• _YOUR INSTRUCTIONS_
Write out the records below from the first line through the line containing "width:19px; height:19px; translate:-50%", leaving out any pictures.

• _ENTRIES SHOWN_

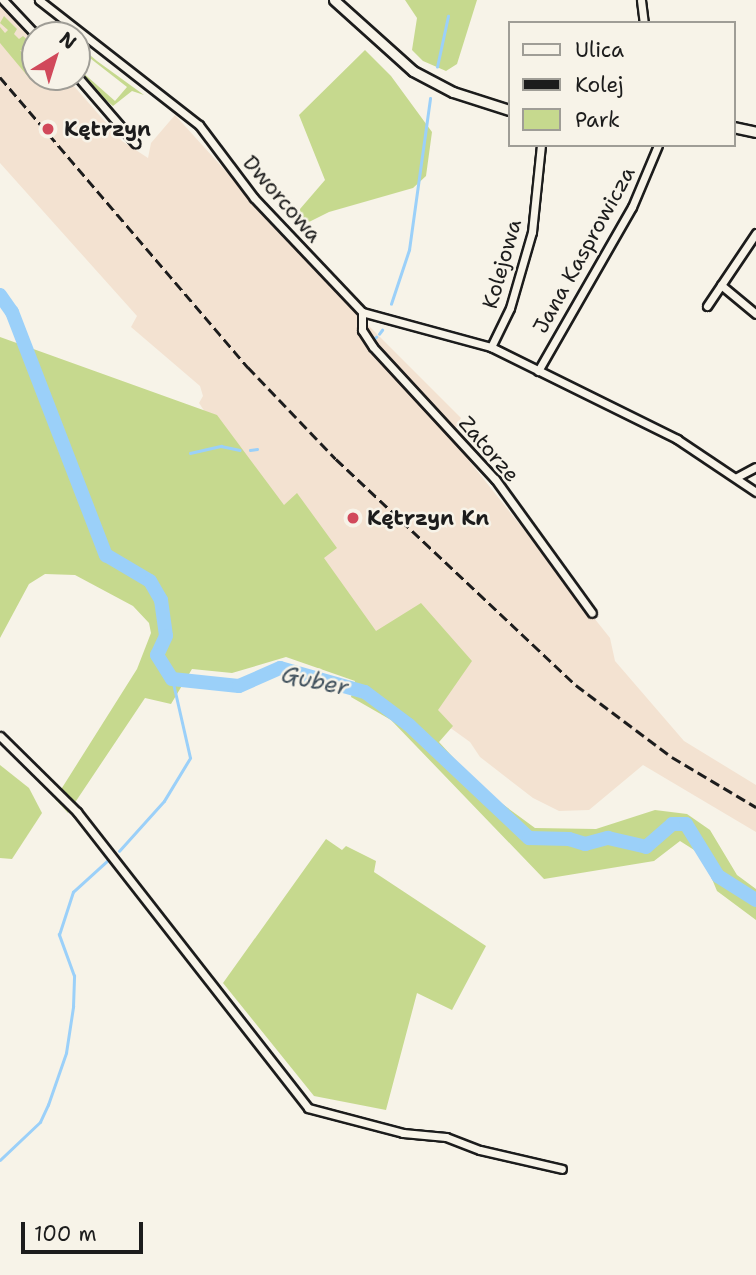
<!DOCTYPE html>
<html>
<head>
<meta charset="utf-8">
<style>
	body { margin:0 }
	#map { position:relative; width:756px; height:1275px; overflow:hidden; background:#f7f3e8; font-family:"Shantell Sans",sans-serif }
	div>[style] { position:absolute }
	[style*='--x'] { left:calc(var(--x)*1px); top:calc(var(--y)*1px); width:calc(var(--w)*1px); rotate:calc(var(--a)*1deg) }
	.built>* { inset:0; background:#f3e2d1 }
	.green>* { inset:0; background:#c6d98e }
	.stream>* { height:2.5px; margin:-1.25px; padding:0 1.25px; transform-origin:1.25px; border-radius:1.25px; background:#9bd0f9 }
	.river>* { height:14px; margin:-7px; padding:0 7px; transform-origin:7px; border-radius:7px; background:#9bd0f9 }
	.roads { filter:drop-shadow(2px 0 #1c1c1c) drop-shadow(-2px 0 #1c1c1c) drop-shadow(0 2px #1c1c1c) drop-shadow(0 -2px #1c1c1c) }
	.minor>* { height:7px; margin:-3.5px; padding:0 3.5px; transform-origin:3.5px; border-radius:3.5px; background:#f7f3e8 }
	.tertiary>* { height:9px; margin:-4.5px; padding:0 4.5px; transform-origin:4.5px; border-radius:4.5px; background:#f7f3e8 }
	.rail>* { height:2.5px; margin-top:-1.25px; transform-origin:0; background:repeating-linear-gradient(90deg,#1c1c1c 0 10px,transparent 0 15px) }
	.dots>* { width:19px; height:19px; translate:-50% -50%; box-sizing:border-box; border:4px solid #f7f3e8; border-radius:50% }
	span { translate:-50% -50%; white-space:nowrap; text-align:center; line-height:1.15; -webkit-text-stroke:5px #f7f3e8; paint-order:stroke }
	.poi-label { font-size:21px; color:#1c1c1c; font-weight:700 }
	.left { translate:0 -50%; text-align:left }
	.street-label { font-size:21px; color:#1c1c1c }
	.water-label { font-size:23px; color:#42525e; font-style:italic }
	.legend { position:absolute; left:508px; top:21px; width:228px; height:126px; box-sizing:border-box; background:#f7f3e8; border:2px solid #9f9d96; margin:0; padding:9px 12px; list-style:none; font-size:21px; color:#1c1c1c }
	.legend li { display:flex; align-items:center; gap:14px; height:35px }
	.legend b { width:35px; border:2px solid #9f9d96 }
	.north { position:absolute; left:21px; top:21px; width:70px; height:70px; box-sizing:border-box; background:#f7f3e8; border:2px solid #9f9d96; border-radius:50%; rotate:38deg; font-size:19px; font-weight:700; line-height:28px; text-align:center; color:#1c1c1c }
	.north::after { content:''; display:block; margin:auto; width:24px; height:32px; background:#d1495b; clip-path:polygon(50% 0,100% 100%,50% 72%,0 100%) }
	.scale { position:absolute; left:21px; top:1222px; width:122px; height:32px; box-sizing:border-box; border:4px solid #1c1c1c; border-top:0; padding-left:9px; font-size:21px; line-height:24px; white-space:nowrap; color:#1c1c1c; -webkit-text-stroke:5px #f7f3e8; paint-order:stroke }
</style>
</head>
<body>
<div id="map">
	<div class="built">
		<i style="clip-path:polygon(0 5px,35px 43px,35px 77px,66px 77px,122px 141px,148px 158px,151px 143px,175px 115px,337px 294px,461px 418px,451px 438px,610px 638px,615px 661px,684px 741px,756px 785px,756px 832px,643px 765px,589px 810px,559px 811px,533px 798px,480px 757px,470px 742px,381px 678px,199px 403px,203px 396px,200px 386px,131px 327px,137px 316px,0 163px)"></i>
	</div>
	<div class="green">
		<i style="clip-path:polygon(405px 0,477px 0,457px 64px,446px 71px,423px 61px,412px 50px,417px 18px)"></i>
		<i style="clip-path:polygon(4px 16px,17px 29px,14px 34px,19px 39px,23px 36px,30px 42px,25px 51px,20px 50px,35px 68px,30px 79px,0 43px,0 27px,5px 33px,8px 30px,0 23px)"></i>
		<i style="clip-path:polygon(77px 44px,97px 61px,144px 95px,132px 91px,113px 106px,92px 88px,85px 80px,81px 71px,115px 101px,127px 87px,86px 55px,79px 61px)"></i>
		<i style="clip-path:polygon(365px 50px,391px 76px,432px 132px,426px 176px,413px 188px,329px 212px,309px 222px,301px 220px,300px 209px,325px 180px,299px 115px)"></i>
		<i style="clip-path:polygon(0 337px,217px 415px,284px 505px,297px 493px,337px 548px,324px 558px,376px 631px,421px 603px,472px 661px,438px 710px,453px 726px,439px 742px,482px 789px,535px 828px,596px 829px,655px 810px,687px 814px,710px 830px,737px 875px,756px 889px,756px 920px,717px 891px,702px 855px,680px 841px,654px 861px,544px 879px,391px 720px,351px 697px,355px 681px,286px 657px,232px 673px,192px 669px,171px 704px,145px 698px,68px 813px,55px 799px,137px 669px,151px 633px,149px 623px,133px 606px,75px 575px,45px 574px,29px 584px,0 638px)"></i>
		<i style="clip-path:polygon(0 765px,29px 788px,42px 813px,12px 859px,0 858px)"></i>
		<i style="clip-path:polygon(326px 839px,342px 850px,346px 846px,376px 861px,374px 872px,486px 946px,452px 1010px,417px 993px,386px 1110px,314px 1096px,223px 983px)"></i>
	</div>
	<div class="stream">
		<i style="--x:437;--y:67;--w:52;--a:-77.8"></i>
		<i style="--x:391;--y:304;--w:57;--a:-71.6"></i>
		<i style="--x:409;--y:250;--w:153;--a:-82.1"></i>
		<i style="--x:379;--y:334;--w:5;--a:-53"></i>
		<i style="--x:374;--y:339;--w:3;--a:-45"></i>
		<i style="--x:250;--y:450;--w:7;--a:-8"></i>
		<i style="--x:190;--y:453;--w:32;--a:-13"></i>
		<i style="--x:221;--y:446;--w:19;--a:12"></i>
		<i style="--x:119;--y:851;--w:67;--a:-48"></i>
		<i style="--x:164;--y:801;--w:50;--a:-58.8"></i>
		<i style="--x:190;--y:758;--w:81;--a:-102.8"></i>
		<i style="--x:0;--y:1160;--w:55;--a:-43.5"></i>
		<i style="--x:40;--y:1122;--w:19;--a:-65"></i>
		<i style="--x:48;--y:1105;--w:55;--a:-70.9"></i>
		<i style="--x:66;--y:1053;--w:47;--a:-81.3"></i>
		<i style="--x:73;--y:1007;--w:31;--a:-88"></i>
		<i style="--x:74;--y:976;--w:44;--a:-110.1"></i>
		<i style="--x:59;--y:935;--w:45;--a:-72"></i>
		<i style="--x:73;--y:892;--w:46;--a:-42.4"></i>
	</div>
	<div class="river">
		<i style="--x:0;--y:295;--w:21;--a:55"></i>
		<i style="--x:12;--y:312;--w:261;--a:68.9"></i>
		<i style="--x:106;--y:555;--w:51;--a:30.6"></i>
		<i style="--x:150;--y:581;--w:22;--a:60"></i>
		<i style="--x:161;--y:600;--w:36;--a:82"></i>
		<i style="--x:166;--y:636;--w:21;--a:115"></i>
		<i style="--x:157;--y:655;--w:28;--a:58"></i>
		<i style="--x:172;--y:679;--w:67;--a:6"></i>
		<i style="--x:239;--y:686;--w:45;--a:-23.7"></i>
		<i style="--x:280;--y:668;--w:88;--a:15.8"></i>
		<i style="--x:365;--y:692;--w:55;--a:36.9"></i>
		<i style="--x:409;--y:725;--w:165;--a:43.3"></i>
		<i style="--x:529;--y:838;--w:40;--a:1.4"></i>
		<i style="--x:569;--y:839;--w:17;--a:17"></i>
		<i style="--x:585;--y:844;--w:24;--a:-15"></i>
		<i style="--x:608;--y:838;--w:39;--a:13"></i>
		<i style="--x:646;--y:847;--w:35;--a:-41"></i>
		<i style="--x:672;--y:824;--w:14;--a:0"></i>
		<i style="--x:686;--y:824;--w:61;--a:58.4"></i>
		<i style="--x:718;--y:876;--w:45;--a:32.3"></i>
	</div>
	<div class="roads">
		<div class="minor">
			<i style="--x:3;--y:0;--w:48;--a:46.7"></i>
			<i style="--x:39;--y:0;--w:203;--a:38"></i>
			<i style="--x:199;--y:125;--w:91;--a:53"></i>
			<i style="--x:254;--y:198;--w:157;--a:46.5"></i>
			<i style="--x:362;--y:312;--w:134;--a:15.2"></i>
			<i style="--x:491;--y:347;--w:208;--a:26.3"></i>
			<i style="--x:677;--y:439;--w:95;--a:33.9"></i>
			<i style="--x:641;--y:0;--w:23;--a:83"></i>
			<i style="--x:65;--y:35;--w:11;--a:-49"></i>
			<i style="--x:77;--y:76;--w:89;--a:49.1"></i>
			<i style="--x:721;--y:285;--w:45;--a:39.6"></i>
			<i style="--x:707;--y:306;--w:88;--a:-56.1"></i>
			<i style="--x:362;--y:312;--w:18;--a:90"></i>
			<i style="--x:362;--y:330;--w:20;--a:57"></i>
			<i style="--x:373;--y:347;--w:180;--a:47.3"></i>
			<i style="--x:495;--y:479;--w:165;--a:54.1"></i>
			<i style="--x:491;--y:347;--w:43;--a:-64"></i>
			<i style="--x:510;--y:308;--w:79;--a:-73.9"></i>
			<i style="--x:532;--y:232;--w:87;--a:-84.1"></i>
			<i style="--x:538;--y:371;--w:189;--a:-60.2"></i>
			<i style="--x:632;--y:207;--w:67;--a:-67.2"></i>
			<i style="--x:737;--y:477;--w:21;--a:-28"></i>
			<i style="--x:0;--y:736;--w:108;--a:44.6"></i>
			<i style="--x:77;--y:812;--w:375;--a:52"></i>
			<i style="--x:308;--y:1108;--w:98;--a:14.7"></i>
			<i style="--x:403;--y:1133;--w:43;--a:5.3"></i>
			<i style="--x:446;--y:1137;--w:36;--a:21"></i>
			<i style="--x:480;--y:1150;--w:84;--a:13"></i>
		</div>
		<div class="tertiary">
			<i style="--x:334;--y:0;--w:106;--a:41.9"></i>
			<i style="--x:413;--y:71;--w:45;--a:27.7"></i>
			<i style="--x:453;--y:92;--w:59;--a:17.8"></i>
			<i style="--x:733;--y:127;--w:24;--a:12"></i>
		</div>
	</div>
	<div class="rail">
		<i style="--x:0;--y:77;--w:382;--a:49.5"></i>
		<i style="--x:248;--y:367;--w:127;--a:46.3"></i>
		<i style="--x:336;--y:459;--w:330;--a:43.3"></i>
		<i style="--x:576;--y:685;--w:120;--a:36.9"></i>
		<i style="--x:672;--y:757;--w:98;--a:30.8"></i>
	</div>
	<div class="dots">
		<i style="left:48px;top:129px;background:#d1495b"></i>
		<i style="left:353px;top:518px;background:#d1495b"></i>
	</div>
	<div class="poi-label">
		<span class="left" style="left:64px;top:129px">Kętrzyn</span>
		<span class="left" style="left:367px;top:518px">Kętrzyn Kn</span>
	</div>
	<div class="street-label">
		<span style="left:282px;top:199px;rotate:49deg">Dworcowa</span>
		<span style="left:584px;top:250px;rotate:-61deg">Jana Kasprowicza</span>
		<span style="left:502px;top:264px;rotate:-74deg">Kolejowa</span>
		<span style="left:489px;top:449px;rotate:49deg">Zatorze</span>
	</div>
	<div class="water-label">
		<span style="left:315px;top:681px;rotate:12deg">Guber</span>
	</div>
	<ul class="legend">
	<li><b style="height:9px;background:#f7f3e8"></b>Ulica</li>
	<li><b style="height:9px;background:#1c1c1c"></b>Kolej</li>
	<li><b style="height:19px;background:#c6d98e"></b>Park</li>
	</ul>
	<div class="north">N</div>
	<div class="scale">100 m</div>
</div>
</body>
</html>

• _EXERCISE SOLUTION_
<!DOCTYPE html>
<html>
<head>
<meta charset="utf-8">
<style>
	body { margin:0 }
	#map { position:relative; width:756px; height:1275px; overflow:hidden; background:#f7f3e8; font-family:"Shantell Sans",sans-serif }
	div>[style] { position:absolute }
	[style*='--x'] { left:calc(var(--x)*1px); top:calc(var(--y)*1px); width:calc(var(--w)*1px); rotate:calc(var(--a)*1deg) }
	.built>* { inset:0; background:#f3e2d1 }
	.green>* { inset:0; background:#c6d98e }
	.stream>* { height:2.5px; margin:-1.25px; padding:0 1.25px; transform-origin:1.25px; border-radius:1.25px; background:#9bd0f9 }
	.river>* { height:14px; margin:-7px; padding:0 7px; transform-origin:7px; border-radius:7px; background:#9bd0f9 }
	.roads { filter:drop-shadow(2px 0 #1c1c1c) drop-shadow(-2px 0 #1c1c1c) drop-shadow(0 2px #1c1c1c) drop-shadow(0 -2px #1c1c1c) }
	.minor>* { height:7px; margin:-3.5px; padding:0 3.5px; transform-origin:3.5px; border-radius:3.5px; background:#f7f3e8 }
	.tertiary>* { height:9px; margin:-4.5px; padding:0 4.5px; transform-origin:4.5px; border-radius:4.5px; background:#f7f3e8 }
	.rail>* { height:2.5px; margin-top:-1.25px; transform-origin:0; background:repeating-linear-gradient(90deg,#1c1c1c 0 10px,transparent 0 15px) }
	.dots>* { width:19px; height:19px; translate:-50% -50%; box-sizing:border-box; border:4px solid #f7f3e8; border-radius:50% }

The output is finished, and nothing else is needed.